Die Hansestadt Seehausen (Altmark) plant die Erstellung eines digitalen Regenwasserkonzeptes für das Stadtgebiet. Viele Regenwasserkanäle stammen aus den 1970er-Jahren und sind bislang nur unvollständig dokumentiert. Häufig fehlen Angaben zu Durchmesser, Gefälle oder Durchflussmengen. Vor dem Hintergrund zunehmender Starkregenereignisse soll die Leistungsfähigkeit des bestehenden Entwässerungssystems künftig genauer untersucht werden.
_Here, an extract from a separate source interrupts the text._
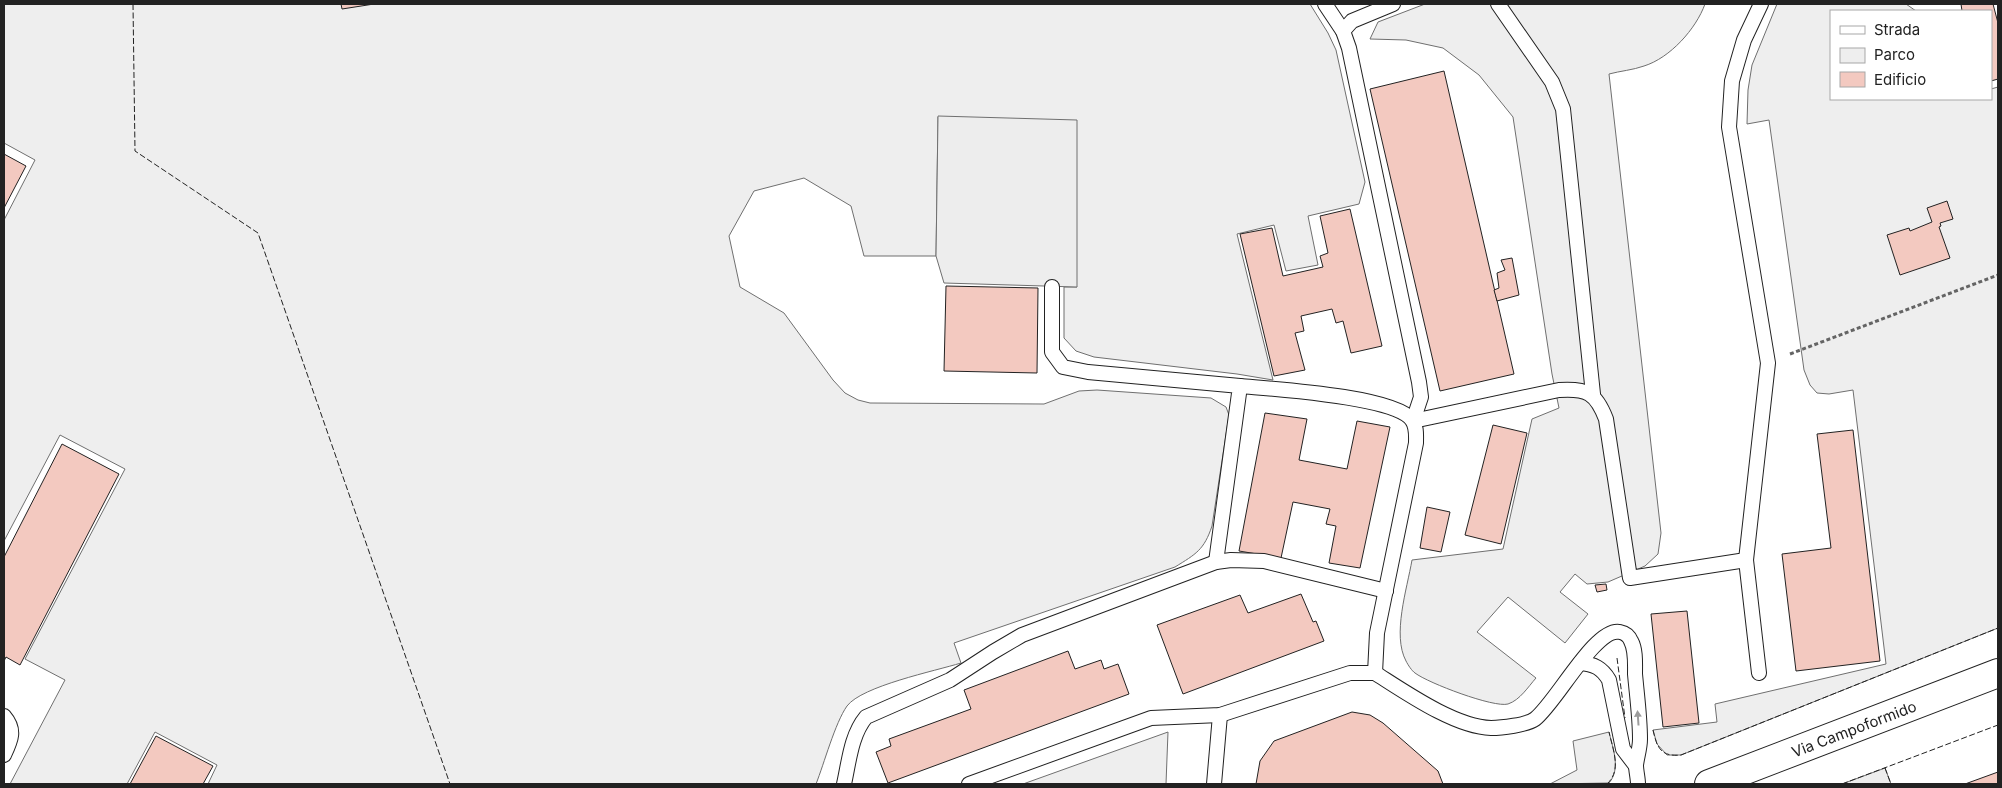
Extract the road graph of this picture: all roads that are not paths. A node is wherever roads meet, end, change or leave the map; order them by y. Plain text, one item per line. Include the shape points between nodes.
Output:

Im Rahmen des Projektes werden die Schächte und Leitungen vermessen sowie die Kanäle befahren, um ihren Zustand zu erfassen. Anschließend erfolgt eine hydraulische Berechnung des Netzes. Ziel ist es, die Lage, Größe, Fließrichtung und den Zustand der Regenwasserkanäle digital darzustellen. Das Konzept dient als Grundlage für zukünftige Sanierungsmaßnahmen sowie für die Starkregen- und Hochwasservorsorge.
Gefördert wird das Vorhaben über die Förderung von Maßnahmen zur Anpassung an den Klimawandel im Land Sachsen-Anhalt (Klima III). Die Gesamtkosten betragen 309.269,10 Euro, davon werden 278.342,19 Euro aus Mitteln der Europäischen Union kofinanziert.